- Task details -
For this exercise, retype each line of the material below verbatim and omit any picture.

- Dataset records -
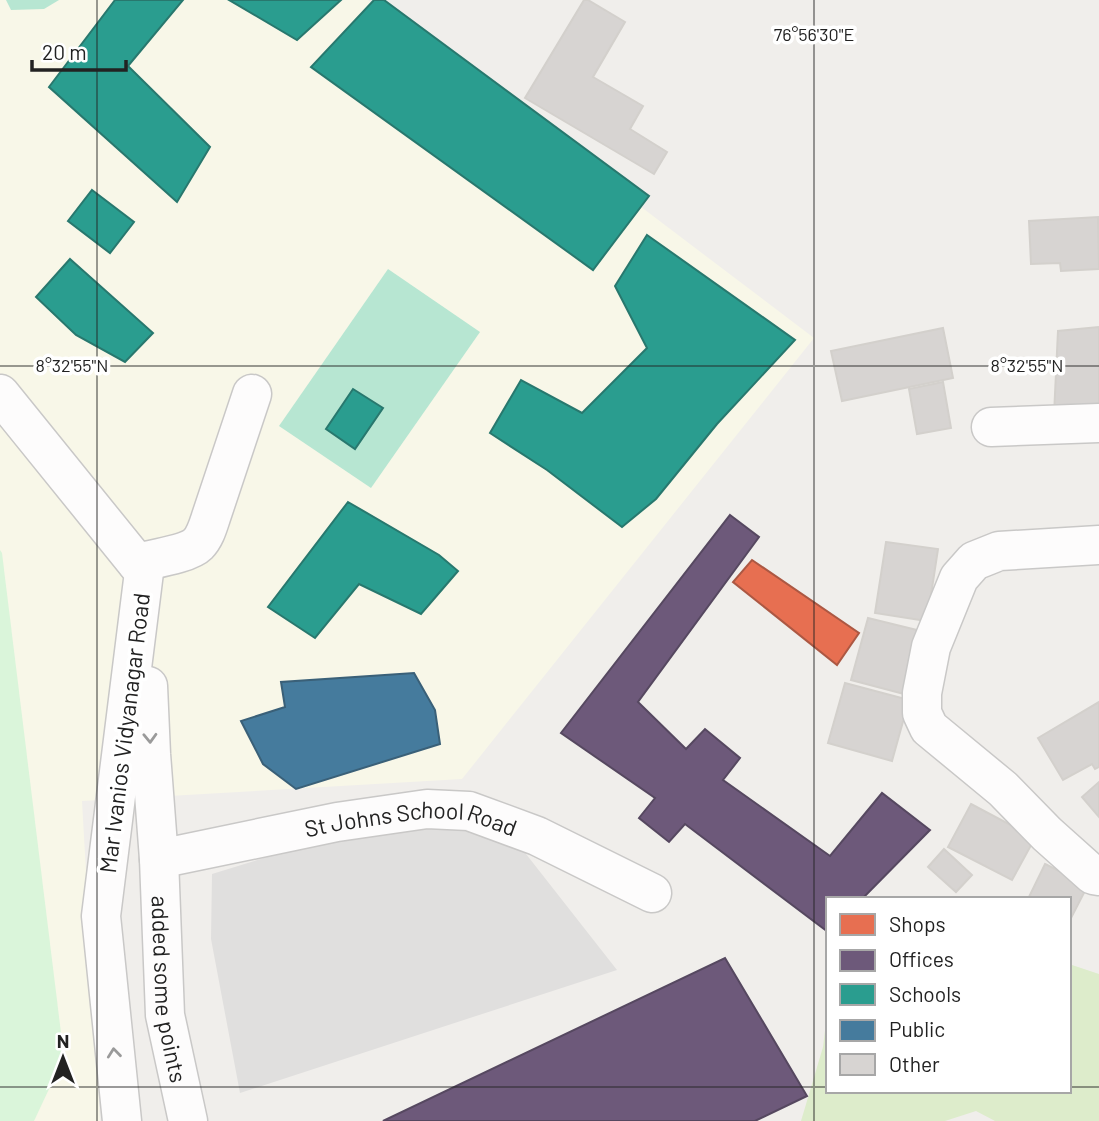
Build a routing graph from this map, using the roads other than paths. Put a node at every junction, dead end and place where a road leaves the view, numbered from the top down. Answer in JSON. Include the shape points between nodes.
{"nodes":[{"id":1,"x":0,"y":394,"type":"edge"},
{"id":2,"x":252,"y":394,"type":"dead end"},
{"id":3,"x":1099,"y":423,"type":"edge"},
{"id":4,"x":991,"y":427,"type":"dead end"},
{"id":5,"x":1099,"y":545,"type":"edge"},
{"id":6,"x":140,"y":568,"type":"junction"},
{"id":7,"x":159,"y":859,"type":"junction"},
{"id":8,"x":1099,"y":876,"type":"edge"},
{"id":9,"x":652,"y":893,"type":"dead end"},
{"id":10,"x":188,"y":1120,"type":"edge"},
{"id":11,"x":122,"y":1121,"type":"edge"}],
"edges":[{"from":1,"to":6,"type":"street","name":"Mar Ivanios Vidyanagar Road"},
{"from":2,"to":6,"type":"street","via":[[203,537],[186,551]]},
{"from":3,"to":4,"type":"street"},
{"from":5,"to":8,"type":"street","via":[[999,551],[974,561],[959,579],[932,647],[922,713],[929,728]]},
{"from":6,"to":7,"type":"street","name":"added some points","one_way":true},
{"from":11,"to":6,"type":"street","name":"Mar Ivanios Vidyanagar Road","one_way":true,"via":[[101,916]]},
{"from":7,"to":9,"type":"street","name":"St Johns School Road","via":[[337,822],[427,809],[469,811],[537,836]]},
{"from":7,"to":10,"type":"street","name":"added some points","via":[[165,1015]]}]}
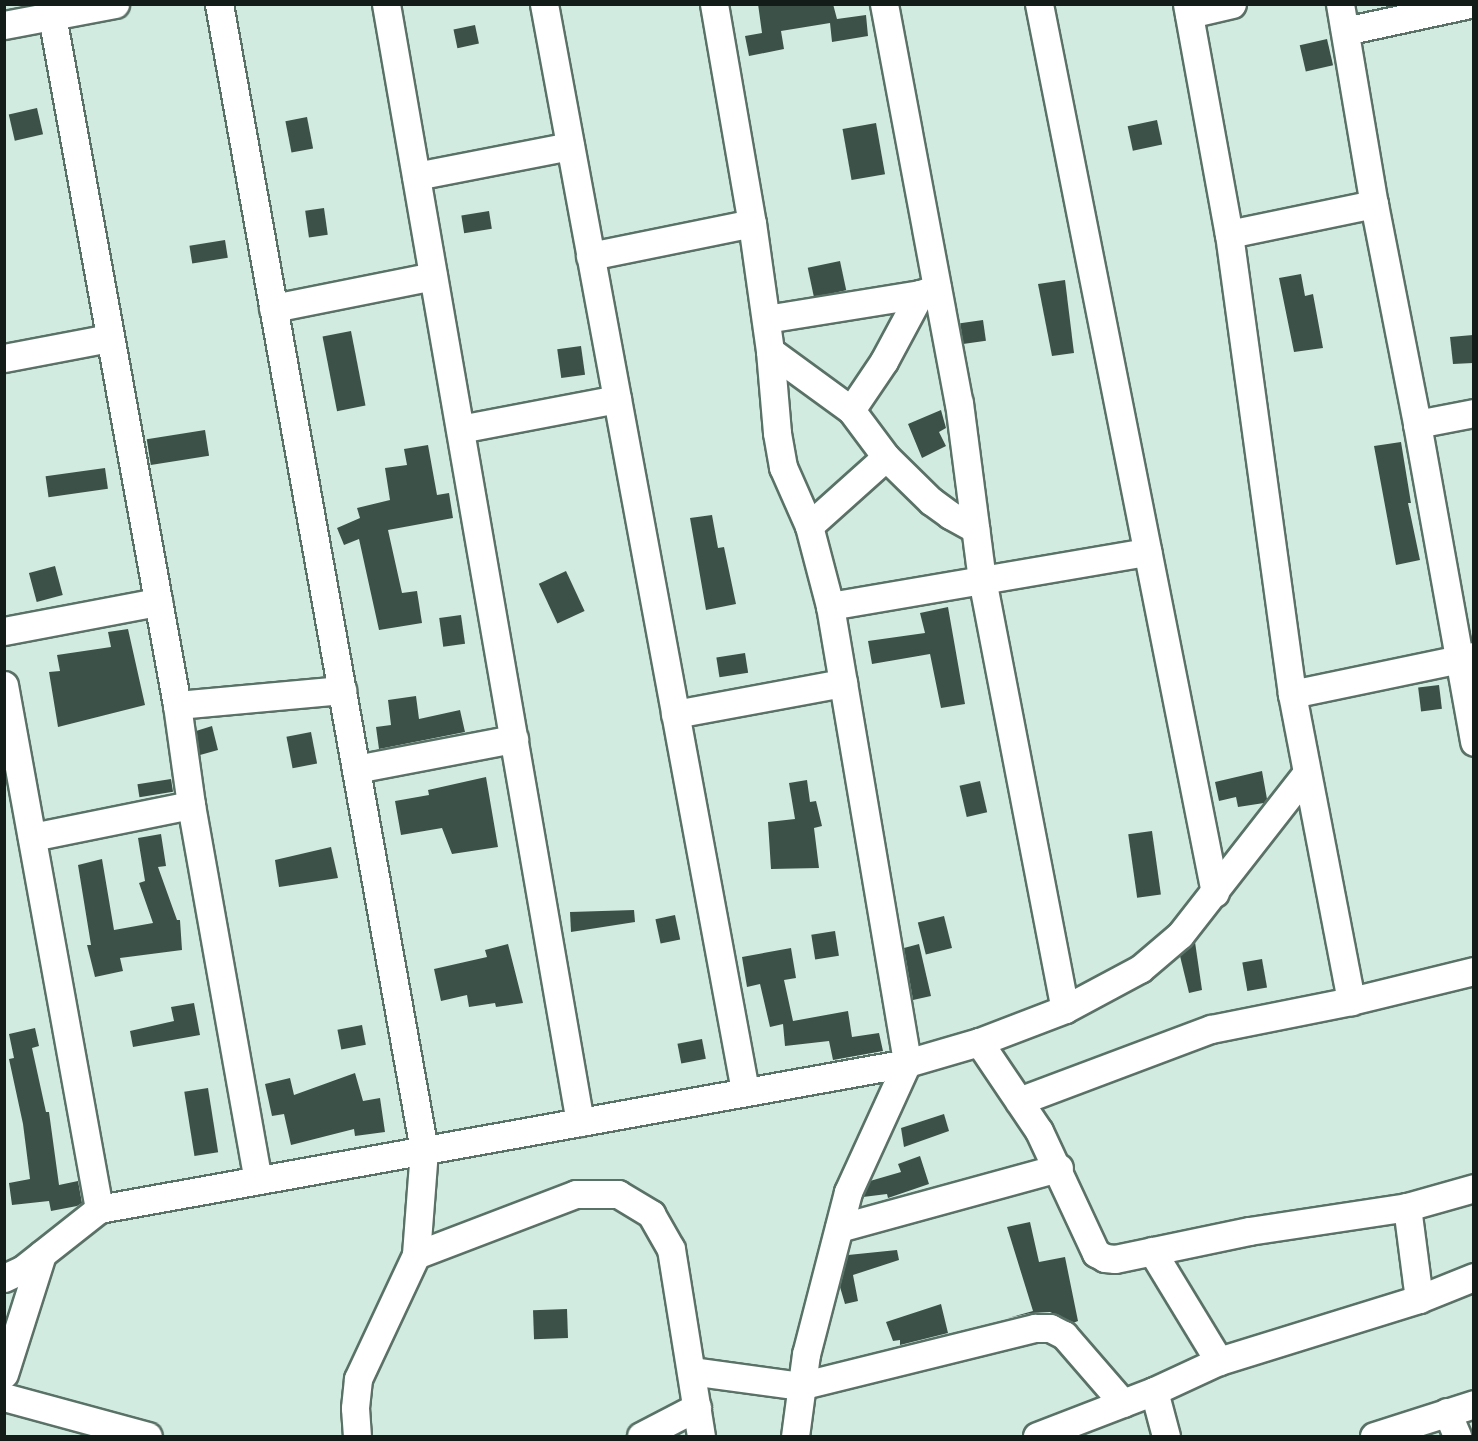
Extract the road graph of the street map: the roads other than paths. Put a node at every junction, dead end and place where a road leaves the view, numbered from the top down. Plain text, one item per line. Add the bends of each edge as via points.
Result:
1 (115, 4) edge
2 (219, 4) edge
3 (386, 4) edge
4 (544, 4) edge
5 (714, 4) edge
6 (884, 4) edge
7 (1039, 4) edge
8 (1232, 4) edge
9 (1470, 4) edge
10 (1188, 9) edge
11 (52, 16) junction
12 (13, 17) edge
13 (1343, 18) edge
14 (570, 146) junction
15 (416, 176) junction
16 (1374, 204) junction
17 (752, 223) junction
18 (1229, 234) junction
19 (590, 256) junction
20 (434, 276) junction
21 (929, 291) junction
22 (273, 308) junction
23 (766, 319) junction
24 (109, 338) junction
25 (770, 351) junction
26 (4, 358) edge
27 (617, 399) junction
28 (852, 410) junction
29 (1473, 413) edge
30 (1417, 424) junction
31 (460, 429) junction
32 (886, 457) junction
33 (809, 526) junction
34 (975, 529) junction
35 (1147, 552) junction
36 (982, 579) junction
37 (158, 602) junction
38 (830, 606) junction
39 (4, 631) edge
40 (1466, 658) edge
41 (843, 683) junction
42 (4, 685) edge
43 (342, 690) junction
44 (1292, 694) junction
45 (177, 705) junction
46 (675, 714) junction
47 (514, 739) junction
48 (1473, 742) edge
49 (356, 770) junction
50 (1306, 774) junction
51 (14, 791) edge
52 (191, 805) junction
53 (32, 837) junction
54 (1215, 893) junction
55 (1473, 971) edge
56 (1352, 1001) junction
57 (1065, 1009) junction
58 (979, 1042) junction
59 (907, 1063) junction
60 (745, 1091) junction
61 (1019, 1101) junction
62 (580, 1122) junction
63 (424, 1150) junction
64 (1059, 1168) junction
65 (258, 1180) junction
66 (1473, 1188) edge
67 (1407, 1207) junction
68 (99, 1209) junction
69 (839, 1228) junction
70 (1152, 1251) junction
71 (42, 1254) junction
72 (416, 1255) junction
73 (1473, 1277) edge
74 (4, 1278) edge
75 (1419, 1299) junction
76 (1219, 1361) junction
77 (691, 1371) junction
78 (4, 1374) edge
79 (800, 1386) junction
80 (1154, 1391) junction
81 (4, 1398) edge
82 (1123, 1403) junction
83 (1473, 1404) edge
84 (697, 1407) junction
85 (1452, 1424) edge
86 (148, 1437) edge
87 (357, 1437) edge
88 (641, 1437) edge
89 (701, 1437) edge
90 (795, 1437) edge
91 (1037, 1437) edge
92 (1166, 1437) edge
93 (1374, 1437) edge

1 - 11 street
2 - 22 street
3 - 15 street
4 - 14 street
5 - 17 street
6 - 21 street
7 - 35 street
8 - 10 street
9 - 13 street
10 - 18 street
11 - 12 street
11 - 24 street
13 - 16 street
14 - 15 street
14 - 19 street
15 - 20 street
16 - 18 street
16 - 30 street
17 - 19 street
17 - 23 street
18 - 44 street
19 - 27 street
20 - 22 street
20 - 31 street
21 - 23 street
21 - 28 street
21 - 34 street via 958,404
22 - 43 street
23 - 25 street
24 - 26 street
24 - 37 street
25 - 28 street
25 - 33 street via 783,467
27 - 31 street
27 - 46 street
28 - 32 street
29 - 30 street
30 - 40 street
31 - 47 street
32 - 33 street
32 - 34 street via 931,501
33 - 38 street
34 - 36 street
35 - 36 street
35 - 54 street
36 - 38 street
36 - 57 street
37 - 39 street
37 - 45 street
38 - 41 street
40 - 44 street
40 - 48 street
41 - 46 street
41 - 59 street
42 - 51 street
43 - 45 street
43 - 49 street
44 - 50 street
45 - 52 street
46 - 60 street
47 - 49 street
47 - 62 street
49 - 63 street
50 - 54 street
50 - 56 street
51 - 53 street
52 - 53 street
52 - 65 street
53 - 68 street
54 - 57 street via 1180,935 1140,969
55 - 56 street
56 - 61 street via 1211,1029
57 - 58 street
58 - 59 street
58 - 61 street
59 - 60 street
59 - 69 street via 848,1192
60 - 62 street
61 - 64 street
62 - 63 street
63 - 65 street
63 - 72 street
64 - 69 street
64 - 70 street via 1096,1253 1115,1259
65 - 68 street
66 - 67 street
67 - 70 street
67 - 75 street
68 - 71 street
69 - 79 street
70 - 76 street
71 - 74 street
71 - 78 street
72 - 77 street via 576,1194 618,1194 651,1214 671,1248
72 - 87 street via 358,1379
73 - 75 street
75 - 76 street
76 - 80 street
77 - 79 street
77 - 84 street
79 - 82 street via 1035,1328 1050,1328 1064,1335
79 - 90 street
80 - 82 street
80 - 92 street
81 - 86 street
82 - 91 street
83 - 85 street
84 - 88 street
84 - 89 street
85 - 93 street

- Expected answer -
Build a routing graph from this map, using the roads other than paths. Put a node at every junction, dead end and place where a road leaves the view, numbered from the top down. Answer in JSON. Include the shape points between nodes.
{"nodes":[{"id":1,"x":0,"y":394,"type":"edge"},
{"id":2,"x":252,"y":394,"type":"dead end"},
{"id":3,"x":1099,"y":423,"type":"edge"},
{"id":4,"x":991,"y":427,"type":"dead end"},
{"id":5,"x":1099,"y":545,"type":"edge"},
{"id":6,"x":140,"y":568,"type":"junction"},
{"id":7,"x":159,"y":859,"type":"junction"},
{"id":8,"x":1099,"y":876,"type":"edge"},
{"id":9,"x":652,"y":893,"type":"dead end"},
{"id":10,"x":188,"y":1120,"type":"edge"},
{"id":11,"x":122,"y":1121,"type":"edge"}],
"edges":[{"from":1,"to":6,"type":"street","name":"Mar Ivanios Vidyanagar Road"},
{"from":2,"to":6,"type":"street","via":[[203,537],[186,551]]},
{"from":3,"to":4,"type":"street"},
{"from":5,"to":8,"type":"street","via":[[999,551],[974,561],[959,579],[932,647],[922,713],[929,728]]},
{"from":6,"to":7,"type":"street","name":"added some points","one_way":true},
{"from":11,"to":6,"type":"street","name":"Mar Ivanios Vidyanagar Road","one_way":true,"via":[[101,916]]},
{"from":7,"to":9,"type":"street","name":"St Johns School Road","via":[[337,822],[427,809],[469,811],[537,836]]},
{"from":7,"to":10,"type":"street","name":"added some points","via":[[165,1015]]}]}
Extract the road graph of the street map: the roads other than paths. Put a node at every junction, dead end and place where a road leaves the view, numbered from the top down. Plain text, one item per line. Add the bends of each edge as via points.
Result:
1 (115, 4) edge
2 (219, 4) edge
3 (386, 4) edge
4 (544, 4) edge
5 (714, 4) edge
6 (884, 4) edge
7 (1039, 4) edge
8 (1232, 4) edge
9 (1470, 4) edge
10 (1188, 9) edge
11 (52, 16) junction
12 (13, 17) edge
13 (1343, 18) edge
14 (570, 146) junction
15 (416, 176) junction
16 (1374, 204) junction
17 (752, 223) junction
18 (1229, 234) junction
19 (590, 256) junction
20 (434, 276) junction
21 (929, 291) junction
22 (273, 308) junction
23 (766, 319) junction
24 (109, 338) junction
25 (770, 351) junction
26 (4, 358) edge
27 (617, 399) junction
28 (852, 410) junction
29 (1473, 413) edge
30 (1417, 424) junction
31 (460, 429) junction
32 (886, 457) junction
33 (809, 526) junction
34 (975, 529) junction
35 (1147, 552) junction
36 (982, 579) junction
37 (158, 602) junction
38 (830, 606) junction
39 (4, 631) edge
40 (1466, 658) edge
41 (843, 683) junction
42 (4, 685) edge
43 (342, 690) junction
44 (1292, 694) junction
45 (177, 705) junction
46 (675, 714) junction
47 (514, 739) junction
48 (1473, 742) edge
49 (356, 770) junction
50 (1306, 774) junction
51 (14, 791) edge
52 (191, 805) junction
53 (32, 837) junction
54 (1215, 893) junction
55 (1473, 971) edge
56 (1352, 1001) junction
57 (1065, 1009) junction
58 (979, 1042) junction
59 (907, 1063) junction
60 (745, 1091) junction
61 (1019, 1101) junction
62 (580, 1122) junction
63 (424, 1150) junction
64 (1059, 1168) junction
65 (258, 1180) junction
66 (1473, 1188) edge
67 (1407, 1207) junction
68 (99, 1209) junction
69 (839, 1228) junction
70 (1152, 1251) junction
71 (42, 1254) junction
72 (416, 1255) junction
73 (1473, 1277) edge
74 (4, 1278) edge
75 (1419, 1299) junction
76 (1219, 1361) junction
77 (691, 1371) junction
78 (4, 1374) edge
79 (800, 1386) junction
80 (1154, 1391) junction
81 (4, 1398) edge
82 (1123, 1403) junction
83 (1473, 1404) edge
84 (697, 1407) junction
85 (1452, 1424) edge
86 (148, 1437) edge
87 (357, 1437) edge
88 (641, 1437) edge
89 (701, 1437) edge
90 (795, 1437) edge
91 (1037, 1437) edge
92 (1166, 1437) edge
93 (1374, 1437) edge

1 - 11 street
2 - 22 street
3 - 15 street
4 - 14 street
5 - 17 street
6 - 21 street
7 - 35 street
8 - 10 street
9 - 13 street
10 - 18 street
11 - 12 street
11 - 24 street
13 - 16 street
14 - 15 street
14 - 19 street
15 - 20 street
16 - 18 street
16 - 30 street
17 - 19 street
17 - 23 street
18 - 44 street
19 - 27 street
20 - 22 street
20 - 31 street
21 - 23 street
21 - 28 street
21 - 34 street via 958,404
22 - 43 street
23 - 25 street
24 - 26 street
24 - 37 street
25 - 28 street
25 - 33 street via 783,467
27 - 31 street
27 - 46 street
28 - 32 street
29 - 30 street
30 - 40 street
31 - 47 street
32 - 33 street
32 - 34 street via 931,501
33 - 38 street
34 - 36 street
35 - 36 street
35 - 54 street
36 - 38 street
36 - 57 street
37 - 39 street
37 - 45 street
38 - 41 street
40 - 44 street
40 - 48 street
41 - 46 street
41 - 59 street
42 - 51 street
43 - 45 street
43 - 49 street
44 - 50 street
45 - 52 street
46 - 60 street
47 - 49 street
47 - 62 street
49 - 63 street
50 - 54 street
50 - 56 street
51 - 53 street
52 - 53 street
52 - 65 street
53 - 68 street
54 - 57 street via 1180,935 1140,969
55 - 56 street
56 - 61 street via 1211,1029
57 - 58 street
58 - 59 street
58 - 61 street
59 - 60 street
59 - 69 street via 848,1192
60 - 62 street
61 - 64 street
62 - 63 street
63 - 65 street
63 - 72 street
64 - 69 street
64 - 70 street via 1096,1253 1115,1259
65 - 68 street
66 - 67 street
67 - 70 street
67 - 75 street
68 - 71 street
69 - 79 street
70 - 76 street
71 - 74 street
71 - 78 street
72 - 77 street via 576,1194 618,1194 651,1214 671,1248
72 - 87 street via 358,1379
73 - 75 street
75 - 76 street
76 - 80 street
77 - 79 street
77 - 84 street
79 - 82 street via 1035,1328 1050,1328 1064,1335
79 - 90 street
80 - 82 street
80 - 92 street
81 - 86 street
82 - 91 street
83 - 85 street
84 - 88 street
84 - 89 street
85 - 93 street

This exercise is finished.